▸ Work order: The answer must be a single number: how many lines in the records below contain the word "that".

▸ Dataset excerpts:
────────────────────────────────────────

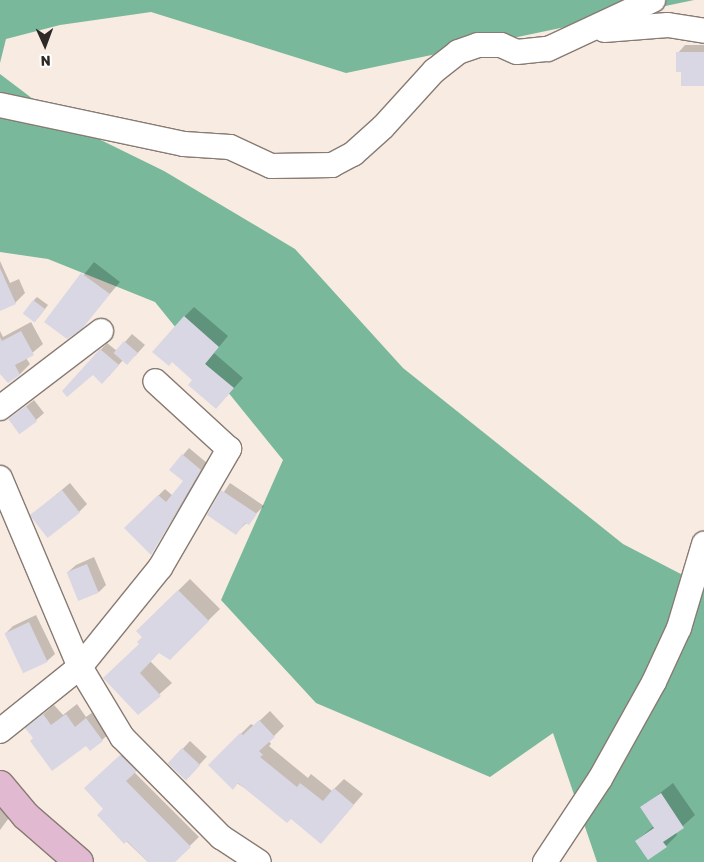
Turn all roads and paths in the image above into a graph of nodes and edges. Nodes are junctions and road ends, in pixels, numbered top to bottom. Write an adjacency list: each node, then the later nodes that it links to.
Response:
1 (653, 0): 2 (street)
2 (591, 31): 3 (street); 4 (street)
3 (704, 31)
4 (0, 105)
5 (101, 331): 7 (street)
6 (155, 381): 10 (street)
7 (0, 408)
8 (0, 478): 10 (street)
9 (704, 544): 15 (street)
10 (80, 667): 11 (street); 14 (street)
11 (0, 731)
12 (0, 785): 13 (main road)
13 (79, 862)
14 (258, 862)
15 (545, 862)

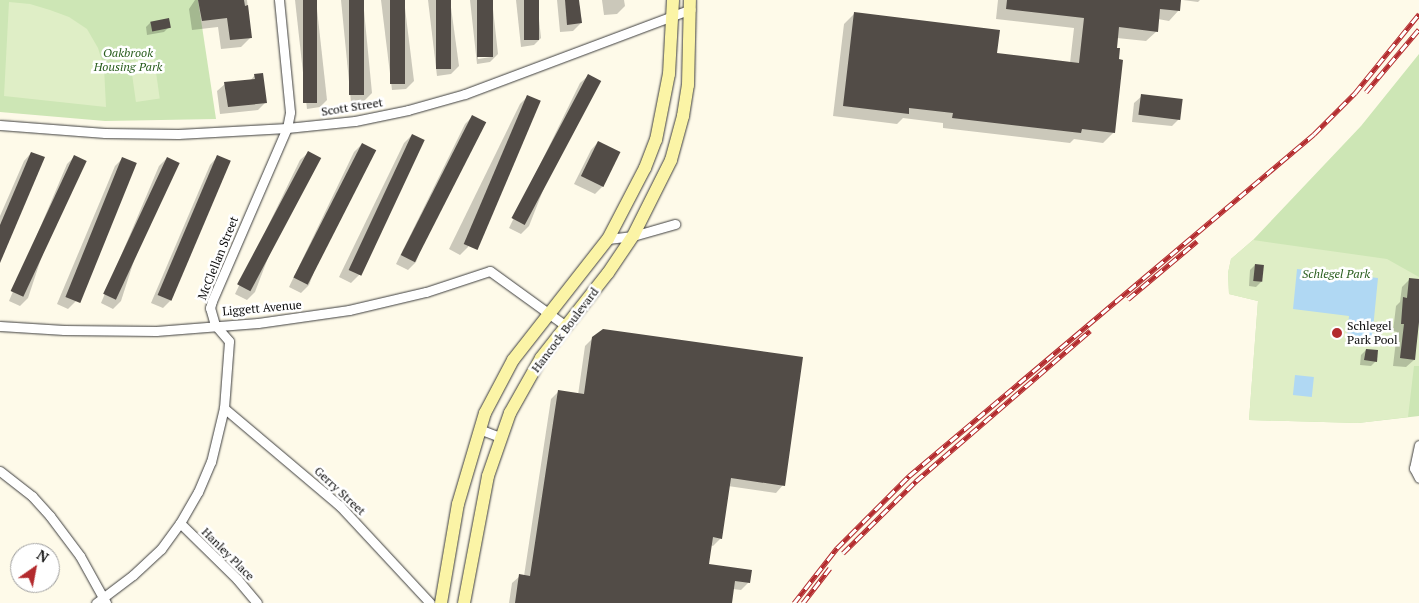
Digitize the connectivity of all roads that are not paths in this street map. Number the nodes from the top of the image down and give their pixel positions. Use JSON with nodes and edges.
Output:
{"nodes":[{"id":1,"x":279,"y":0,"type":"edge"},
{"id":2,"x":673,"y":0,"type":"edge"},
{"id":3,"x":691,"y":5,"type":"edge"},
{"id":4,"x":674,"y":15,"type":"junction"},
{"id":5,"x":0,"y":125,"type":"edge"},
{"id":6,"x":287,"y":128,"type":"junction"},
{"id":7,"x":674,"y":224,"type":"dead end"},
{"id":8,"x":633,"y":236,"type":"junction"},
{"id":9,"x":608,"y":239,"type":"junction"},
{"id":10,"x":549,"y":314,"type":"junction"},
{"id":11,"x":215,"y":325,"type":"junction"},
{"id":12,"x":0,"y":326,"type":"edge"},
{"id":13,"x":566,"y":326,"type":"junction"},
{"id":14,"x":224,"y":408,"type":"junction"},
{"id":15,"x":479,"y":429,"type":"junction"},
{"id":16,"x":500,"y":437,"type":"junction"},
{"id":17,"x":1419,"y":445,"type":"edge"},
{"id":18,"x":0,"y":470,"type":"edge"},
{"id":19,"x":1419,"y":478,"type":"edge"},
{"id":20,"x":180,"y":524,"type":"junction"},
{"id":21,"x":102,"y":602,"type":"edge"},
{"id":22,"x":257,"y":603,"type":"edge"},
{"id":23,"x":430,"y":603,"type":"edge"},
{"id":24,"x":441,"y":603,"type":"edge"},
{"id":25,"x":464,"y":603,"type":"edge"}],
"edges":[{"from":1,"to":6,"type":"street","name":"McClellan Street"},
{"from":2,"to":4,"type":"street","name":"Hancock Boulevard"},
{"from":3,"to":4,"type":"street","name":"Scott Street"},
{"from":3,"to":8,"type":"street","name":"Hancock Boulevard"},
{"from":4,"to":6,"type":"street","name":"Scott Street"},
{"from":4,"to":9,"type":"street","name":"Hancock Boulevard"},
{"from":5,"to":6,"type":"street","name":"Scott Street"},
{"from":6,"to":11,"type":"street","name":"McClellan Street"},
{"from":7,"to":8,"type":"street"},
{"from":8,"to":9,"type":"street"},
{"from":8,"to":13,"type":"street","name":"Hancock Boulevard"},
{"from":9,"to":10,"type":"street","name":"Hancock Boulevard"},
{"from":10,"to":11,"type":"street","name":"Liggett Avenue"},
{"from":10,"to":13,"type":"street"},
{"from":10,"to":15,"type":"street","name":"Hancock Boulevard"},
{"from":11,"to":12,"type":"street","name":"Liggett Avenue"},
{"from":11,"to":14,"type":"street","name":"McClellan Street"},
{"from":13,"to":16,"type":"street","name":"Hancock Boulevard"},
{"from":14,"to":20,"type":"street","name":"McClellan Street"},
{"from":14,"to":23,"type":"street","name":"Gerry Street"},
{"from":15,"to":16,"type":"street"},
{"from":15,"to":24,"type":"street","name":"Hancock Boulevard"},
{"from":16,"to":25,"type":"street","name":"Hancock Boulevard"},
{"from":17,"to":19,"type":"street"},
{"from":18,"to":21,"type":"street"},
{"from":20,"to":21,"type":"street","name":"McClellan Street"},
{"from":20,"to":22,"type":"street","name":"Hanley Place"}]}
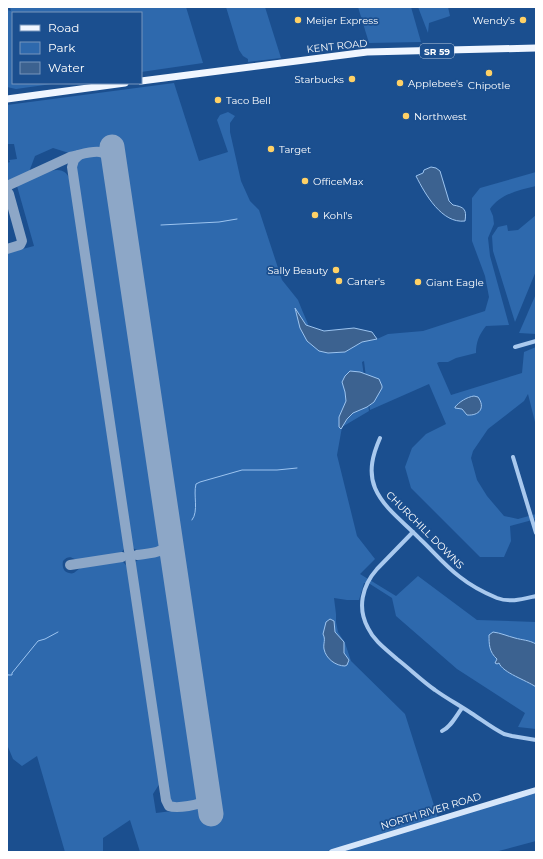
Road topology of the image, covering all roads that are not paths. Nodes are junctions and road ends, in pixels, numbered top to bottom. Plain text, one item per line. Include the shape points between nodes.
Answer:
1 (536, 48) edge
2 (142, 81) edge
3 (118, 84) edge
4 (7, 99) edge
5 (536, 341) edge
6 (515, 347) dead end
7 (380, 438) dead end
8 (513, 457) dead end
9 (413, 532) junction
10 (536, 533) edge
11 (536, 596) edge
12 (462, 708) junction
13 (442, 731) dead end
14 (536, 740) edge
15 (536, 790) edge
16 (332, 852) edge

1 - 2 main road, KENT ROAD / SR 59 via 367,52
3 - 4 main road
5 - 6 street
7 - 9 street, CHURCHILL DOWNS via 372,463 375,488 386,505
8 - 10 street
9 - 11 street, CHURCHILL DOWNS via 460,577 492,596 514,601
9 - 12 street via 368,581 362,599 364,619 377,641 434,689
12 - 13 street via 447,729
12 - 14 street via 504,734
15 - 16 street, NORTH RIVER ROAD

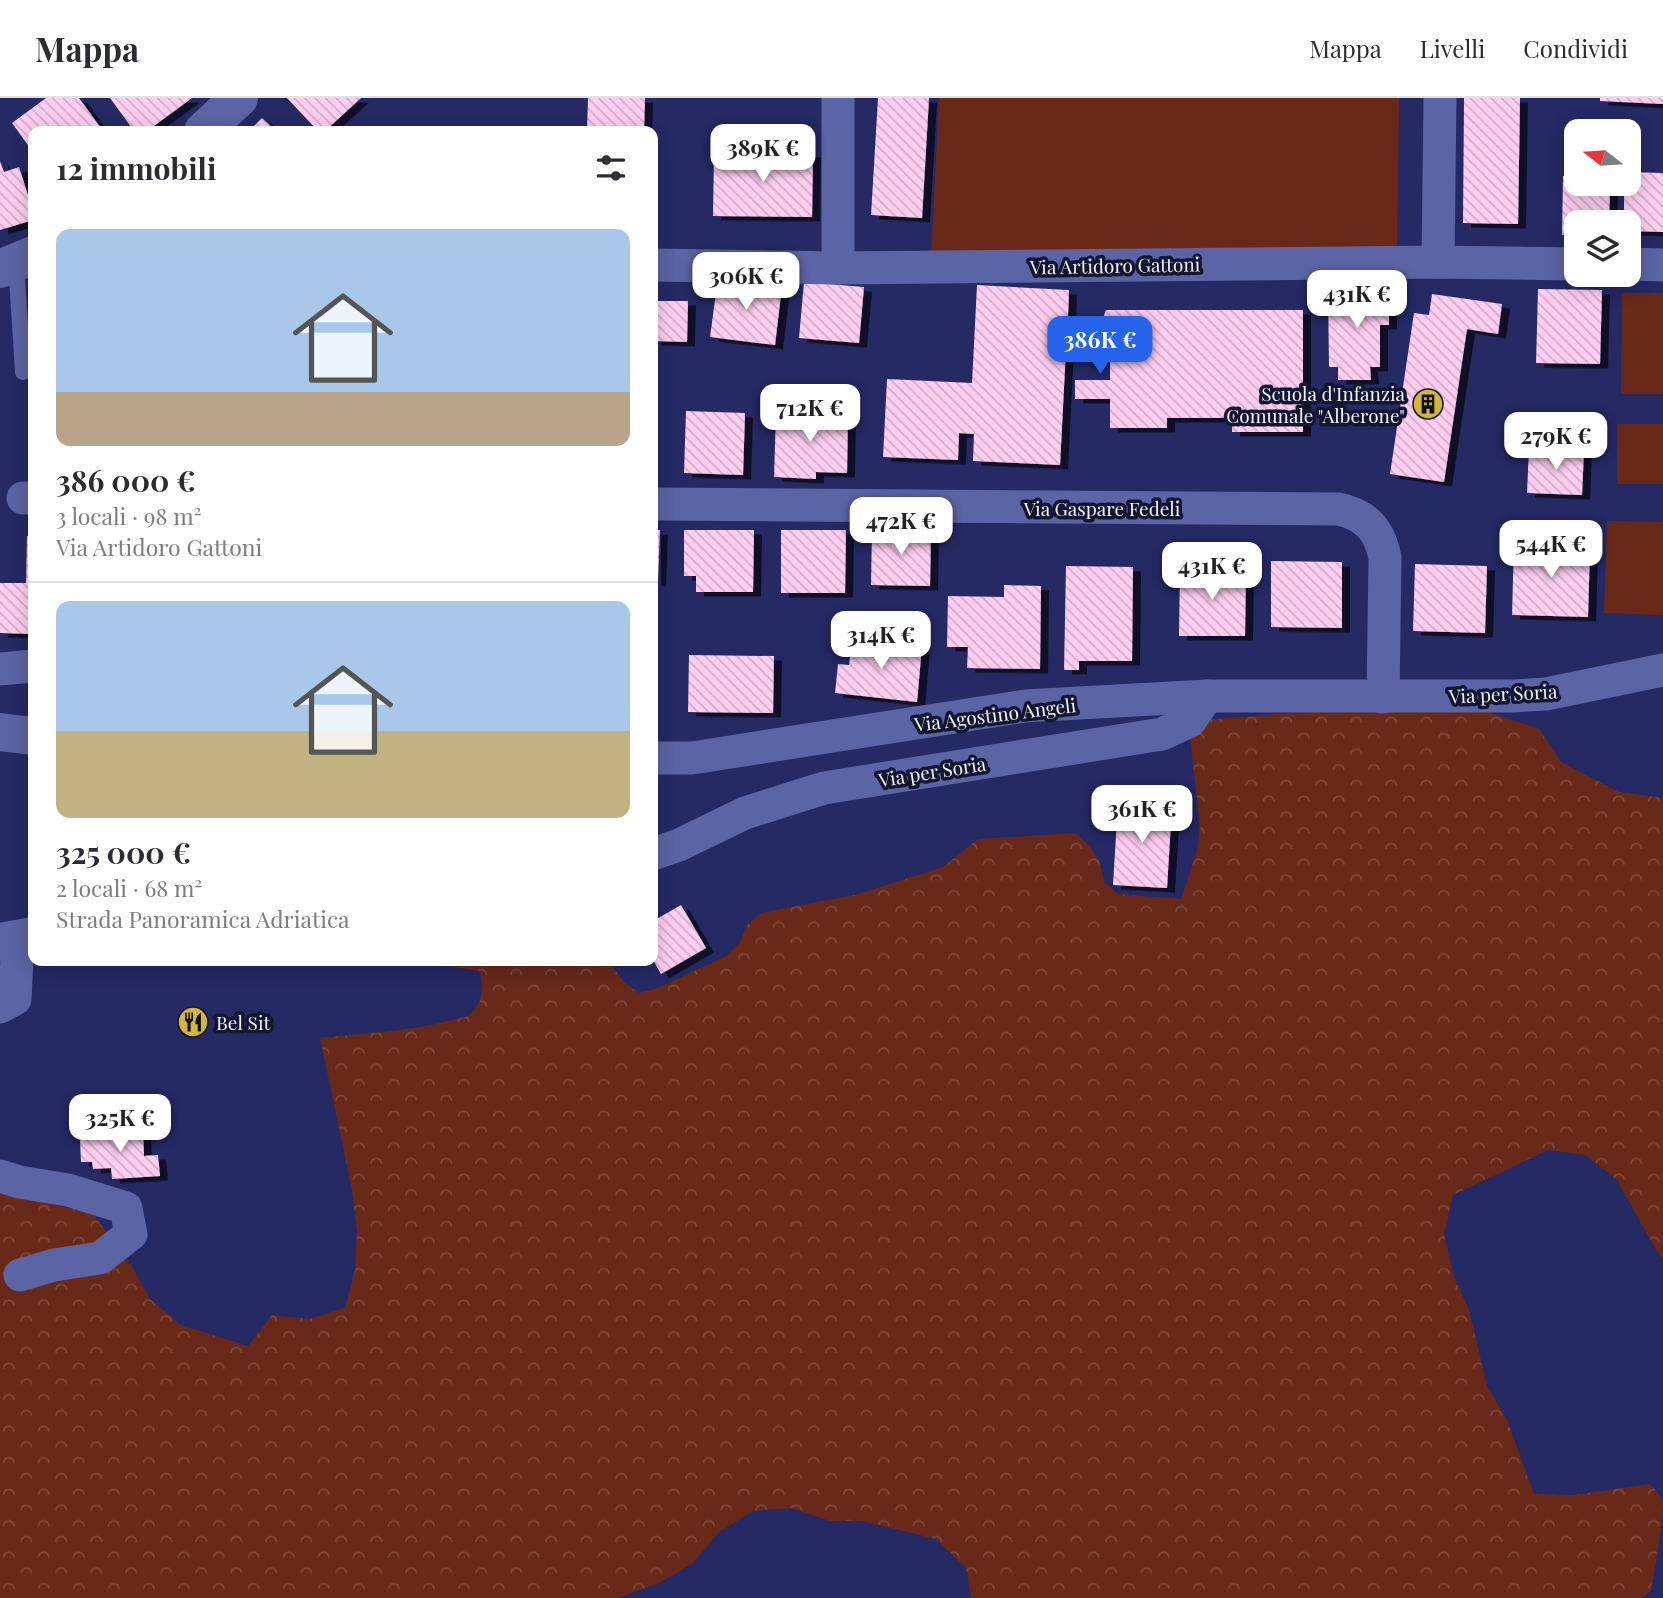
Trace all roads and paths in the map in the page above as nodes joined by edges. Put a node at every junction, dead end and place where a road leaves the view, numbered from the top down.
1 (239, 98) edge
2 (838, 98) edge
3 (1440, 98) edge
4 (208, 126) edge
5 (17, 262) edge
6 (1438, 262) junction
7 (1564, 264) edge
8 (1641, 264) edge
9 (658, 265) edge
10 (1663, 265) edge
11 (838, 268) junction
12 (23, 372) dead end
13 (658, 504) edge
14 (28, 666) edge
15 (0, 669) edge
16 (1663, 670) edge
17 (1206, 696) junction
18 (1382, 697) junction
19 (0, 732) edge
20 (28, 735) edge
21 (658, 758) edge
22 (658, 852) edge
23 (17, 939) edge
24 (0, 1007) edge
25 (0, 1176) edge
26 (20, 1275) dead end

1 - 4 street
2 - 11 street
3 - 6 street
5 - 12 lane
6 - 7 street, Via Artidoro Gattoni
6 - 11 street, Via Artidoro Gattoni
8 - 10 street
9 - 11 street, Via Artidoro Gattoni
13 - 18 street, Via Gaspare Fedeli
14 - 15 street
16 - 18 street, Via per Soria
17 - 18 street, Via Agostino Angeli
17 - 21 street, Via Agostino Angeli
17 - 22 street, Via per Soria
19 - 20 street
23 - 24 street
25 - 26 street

────────────────────────────────────────

▸ Answer box: 3